Held: (1) that the order made by the State Transport
Authority in the present case did amount, infact, to a
refusal to grant the permit to the respondent. The
respondent’s appeal to the Appellate Authority was therefore
maintainable under s. 64(a) of the Act.
S. Gopala Reddi v. Regional Transport Authoyity, North
Arcot,[1955] 2 M.L.J. 130, approved.
V. C. K. Bus Service Ltd. v. Regional Transport
Authoyity,Coimbatore, [1957] S.C.R. 663, distinguished.
(2) that s. 58(2) Of the Act shows that an application for
the renewal of a permit and a fresh application for the
same permit have to be heard together, and that there was
nothing in ss. 47 and 57, indicating a contrary course.
(3) that cl. (f) of s. 64 Of the Act does not in any way
restrict the power of the Appellate Tribunal to grant all
reliefs in an appeal under cl. (a) of the section.

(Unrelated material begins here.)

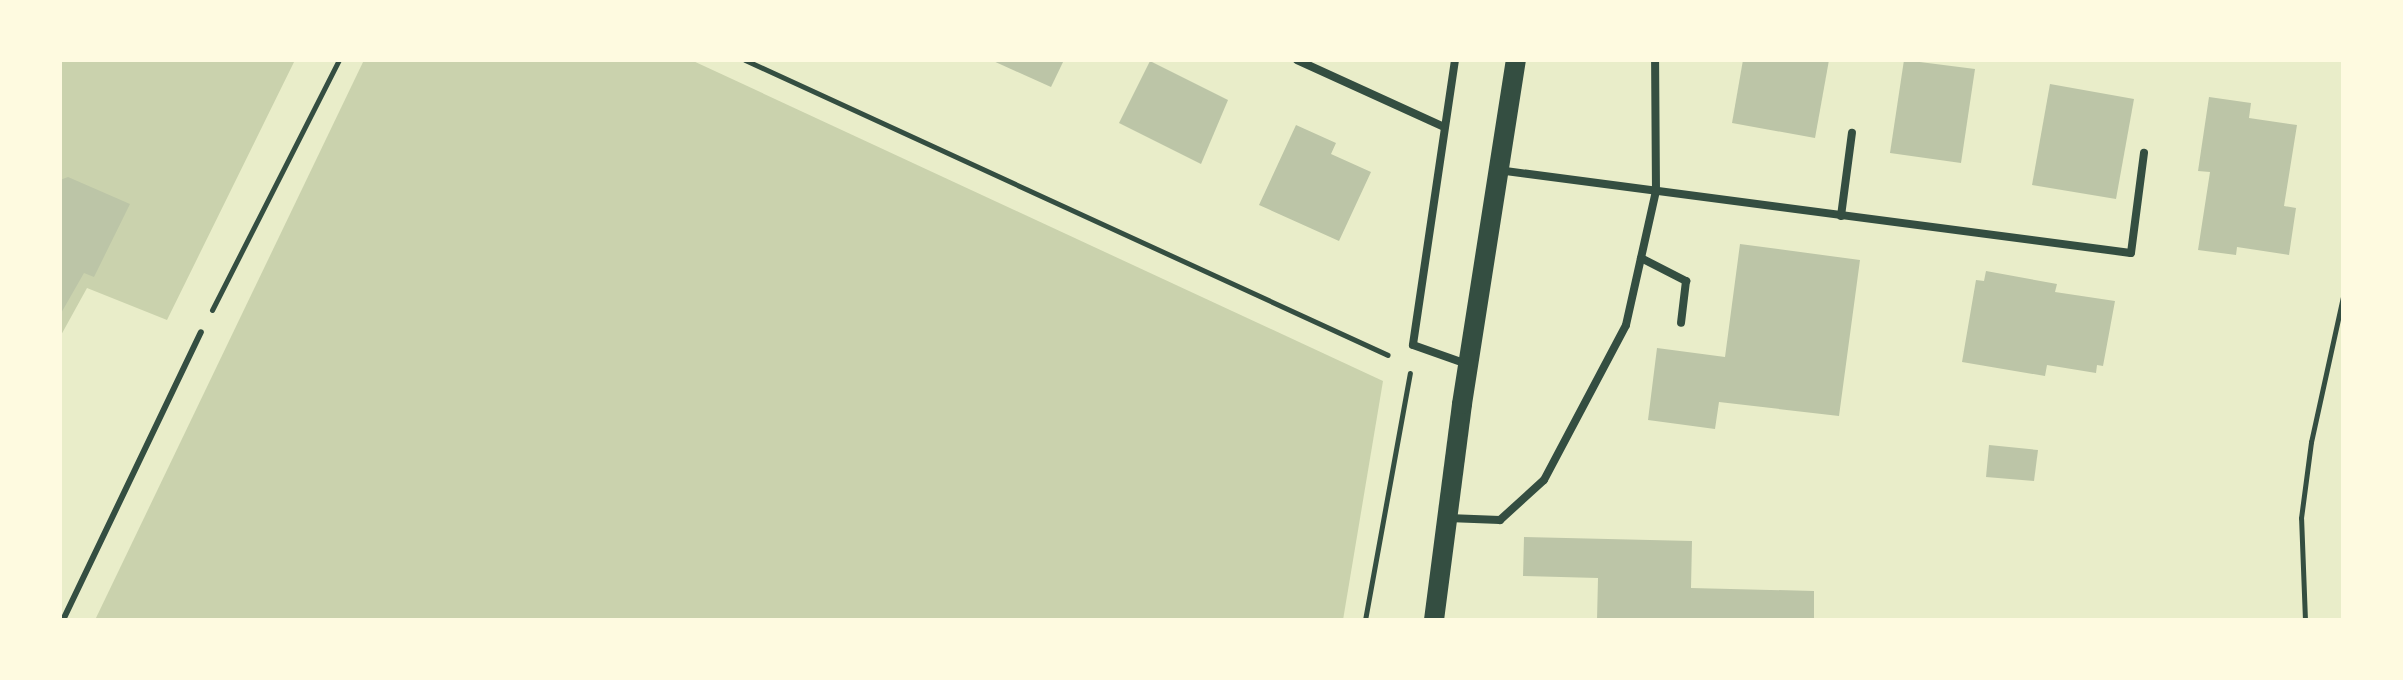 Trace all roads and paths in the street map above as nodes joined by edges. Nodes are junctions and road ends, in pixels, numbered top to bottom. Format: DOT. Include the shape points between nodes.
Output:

Consequently, the order of the Appellate Tribunal setting
aside the order of renewal was valid.
Dholpur Co-operative Transport Etc. Union Ltd. v. The
Appellate Authority, Rajasthan, A.I.R. 1955 Rajasthan 19, in
so far as it decided to the contrary, disapproved.
JUDGMENT:
CIVIL APPELLATE JURISDICTION: Civil Appeal No. 284 of 1958.
Appeal from the judgment and order dated April 21, 1956, of
the former Judicial Commissioner’s Court, Rewa, in Misc.
Civil Writ No. 27 of 1956.
Naunit Lal, for the appellant.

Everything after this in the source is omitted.